De no llegar oportunamente la ayuda, más negocios se verán obligados a cerrar y en consecuencia, sus trabajadores quedarán en la calle y a su vez quedarán desprotegidos sus dependientes económicos.
Está claro que el incremento al gas, la gasolina y a otros insumos, tendrá impacto directo en la canasta básica, lo que significa que también crecerá la pobreza alimentaria.
Estimó que la cuesta de enero “será la más cruenta de los últimos lustros, pues las condiciones no están para que crezca la economía, por lo que solo aspiramos a subsistir”, añadió.
También, señaló que sería bueno que el gobierno federal voltee hacia Estados Unidos o algunos países de Europa, para darse cuenta de que “en esos lugares sí hay apoyo de las autoridades para mitigar los efectos de la pandemia, y haga lo propio en México”.

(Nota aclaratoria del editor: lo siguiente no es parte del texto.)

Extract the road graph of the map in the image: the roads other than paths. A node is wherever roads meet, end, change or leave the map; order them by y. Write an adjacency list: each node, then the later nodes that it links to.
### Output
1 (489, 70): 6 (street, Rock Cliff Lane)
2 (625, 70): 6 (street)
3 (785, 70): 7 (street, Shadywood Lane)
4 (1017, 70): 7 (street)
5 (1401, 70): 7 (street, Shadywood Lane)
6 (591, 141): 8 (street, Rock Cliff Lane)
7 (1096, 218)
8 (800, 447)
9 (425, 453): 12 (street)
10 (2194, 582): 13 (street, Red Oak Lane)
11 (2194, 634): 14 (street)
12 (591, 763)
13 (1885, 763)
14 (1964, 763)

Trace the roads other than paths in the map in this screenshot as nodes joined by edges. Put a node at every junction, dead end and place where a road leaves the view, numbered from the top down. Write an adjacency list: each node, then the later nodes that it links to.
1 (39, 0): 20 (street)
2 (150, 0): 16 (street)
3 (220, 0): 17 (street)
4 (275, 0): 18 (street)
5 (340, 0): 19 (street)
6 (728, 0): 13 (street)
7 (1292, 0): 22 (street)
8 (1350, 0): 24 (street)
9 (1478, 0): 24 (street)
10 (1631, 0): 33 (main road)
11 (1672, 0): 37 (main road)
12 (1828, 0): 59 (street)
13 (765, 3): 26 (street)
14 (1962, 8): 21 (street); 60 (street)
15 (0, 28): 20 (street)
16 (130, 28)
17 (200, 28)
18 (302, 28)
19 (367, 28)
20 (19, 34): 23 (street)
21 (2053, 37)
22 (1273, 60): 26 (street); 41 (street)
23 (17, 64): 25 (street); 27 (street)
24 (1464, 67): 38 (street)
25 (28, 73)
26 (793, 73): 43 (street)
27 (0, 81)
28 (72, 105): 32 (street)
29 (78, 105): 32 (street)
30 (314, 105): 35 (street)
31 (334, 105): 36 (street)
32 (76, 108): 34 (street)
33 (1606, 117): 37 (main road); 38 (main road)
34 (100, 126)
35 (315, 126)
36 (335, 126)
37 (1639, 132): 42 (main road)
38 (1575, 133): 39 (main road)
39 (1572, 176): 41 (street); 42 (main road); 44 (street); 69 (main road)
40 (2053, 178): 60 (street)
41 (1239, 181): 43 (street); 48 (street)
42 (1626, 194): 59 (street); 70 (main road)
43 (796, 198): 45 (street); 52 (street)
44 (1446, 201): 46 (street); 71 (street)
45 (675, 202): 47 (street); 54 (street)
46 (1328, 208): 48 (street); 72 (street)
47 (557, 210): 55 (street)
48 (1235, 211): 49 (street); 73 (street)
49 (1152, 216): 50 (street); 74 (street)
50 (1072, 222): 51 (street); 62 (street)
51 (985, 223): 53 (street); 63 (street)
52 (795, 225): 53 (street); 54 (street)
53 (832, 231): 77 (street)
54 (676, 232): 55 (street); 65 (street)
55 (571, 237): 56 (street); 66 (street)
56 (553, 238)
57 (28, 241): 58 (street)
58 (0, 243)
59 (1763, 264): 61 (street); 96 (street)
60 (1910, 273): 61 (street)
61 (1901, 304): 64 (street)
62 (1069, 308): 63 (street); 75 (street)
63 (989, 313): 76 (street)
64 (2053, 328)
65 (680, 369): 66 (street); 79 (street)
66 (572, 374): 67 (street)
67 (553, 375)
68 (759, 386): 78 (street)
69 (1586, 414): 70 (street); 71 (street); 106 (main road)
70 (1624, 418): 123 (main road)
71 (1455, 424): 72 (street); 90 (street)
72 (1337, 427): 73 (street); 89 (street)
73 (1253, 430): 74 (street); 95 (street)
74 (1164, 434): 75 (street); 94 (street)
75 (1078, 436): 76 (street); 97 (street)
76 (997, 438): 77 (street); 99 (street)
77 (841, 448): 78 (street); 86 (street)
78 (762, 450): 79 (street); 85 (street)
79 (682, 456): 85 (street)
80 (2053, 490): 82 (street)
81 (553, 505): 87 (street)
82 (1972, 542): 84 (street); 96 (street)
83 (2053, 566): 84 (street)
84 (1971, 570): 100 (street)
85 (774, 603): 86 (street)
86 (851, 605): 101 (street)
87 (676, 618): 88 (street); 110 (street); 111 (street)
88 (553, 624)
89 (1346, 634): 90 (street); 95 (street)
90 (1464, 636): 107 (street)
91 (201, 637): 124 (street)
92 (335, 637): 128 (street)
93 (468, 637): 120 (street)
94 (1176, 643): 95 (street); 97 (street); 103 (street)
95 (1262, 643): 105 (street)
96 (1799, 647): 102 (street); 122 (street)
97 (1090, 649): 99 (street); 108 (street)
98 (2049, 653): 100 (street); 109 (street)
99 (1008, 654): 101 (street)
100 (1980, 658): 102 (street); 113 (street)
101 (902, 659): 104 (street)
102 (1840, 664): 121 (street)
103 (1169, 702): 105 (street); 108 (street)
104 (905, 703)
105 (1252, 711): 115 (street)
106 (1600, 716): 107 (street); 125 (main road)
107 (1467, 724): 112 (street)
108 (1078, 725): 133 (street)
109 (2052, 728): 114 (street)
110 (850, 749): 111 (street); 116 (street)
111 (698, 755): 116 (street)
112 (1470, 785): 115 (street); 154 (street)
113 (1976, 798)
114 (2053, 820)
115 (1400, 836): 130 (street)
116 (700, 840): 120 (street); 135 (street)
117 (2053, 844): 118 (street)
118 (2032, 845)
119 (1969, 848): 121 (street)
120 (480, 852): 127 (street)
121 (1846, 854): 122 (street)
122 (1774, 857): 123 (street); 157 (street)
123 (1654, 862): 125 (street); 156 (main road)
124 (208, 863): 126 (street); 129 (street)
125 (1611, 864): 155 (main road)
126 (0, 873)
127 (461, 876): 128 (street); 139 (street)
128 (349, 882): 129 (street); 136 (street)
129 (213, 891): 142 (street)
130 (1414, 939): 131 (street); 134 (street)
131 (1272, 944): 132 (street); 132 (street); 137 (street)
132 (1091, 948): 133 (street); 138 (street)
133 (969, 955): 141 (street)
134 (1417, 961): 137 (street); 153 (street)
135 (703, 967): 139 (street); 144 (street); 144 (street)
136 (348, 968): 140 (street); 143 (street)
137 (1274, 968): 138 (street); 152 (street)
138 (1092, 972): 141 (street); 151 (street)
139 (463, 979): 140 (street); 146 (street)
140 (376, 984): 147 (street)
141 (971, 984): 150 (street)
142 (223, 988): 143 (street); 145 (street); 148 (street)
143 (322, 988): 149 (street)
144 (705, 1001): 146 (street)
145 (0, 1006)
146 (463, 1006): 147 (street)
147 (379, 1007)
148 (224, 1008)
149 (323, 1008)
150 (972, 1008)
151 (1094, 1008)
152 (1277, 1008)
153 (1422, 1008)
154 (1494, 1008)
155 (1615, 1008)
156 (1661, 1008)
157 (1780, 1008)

Los más afectados ha sido el turismo, los comercios relacionados con la educación, como las librerías, papelerías, confección de uniformes, zapaterías y demás giros no esenciales. En cambio, los que han podido medio sortearla son los que comercializan geles antibacteriales, sanitizantes, cubrebocas, etc., y a los que les ha ido bien son las farmacias y la modalidad de ventas en línea.
La comida para llevar también es un giro con ciertas ventajas, pero en general, para el resto de los negocios o empresas, la situación ha sido muy crítica. “Por ello es que hay que hacer uso de la creatividad y redoblar esfuerzos para que la pandemia no nos dé el tiro de gracia”, finalizó.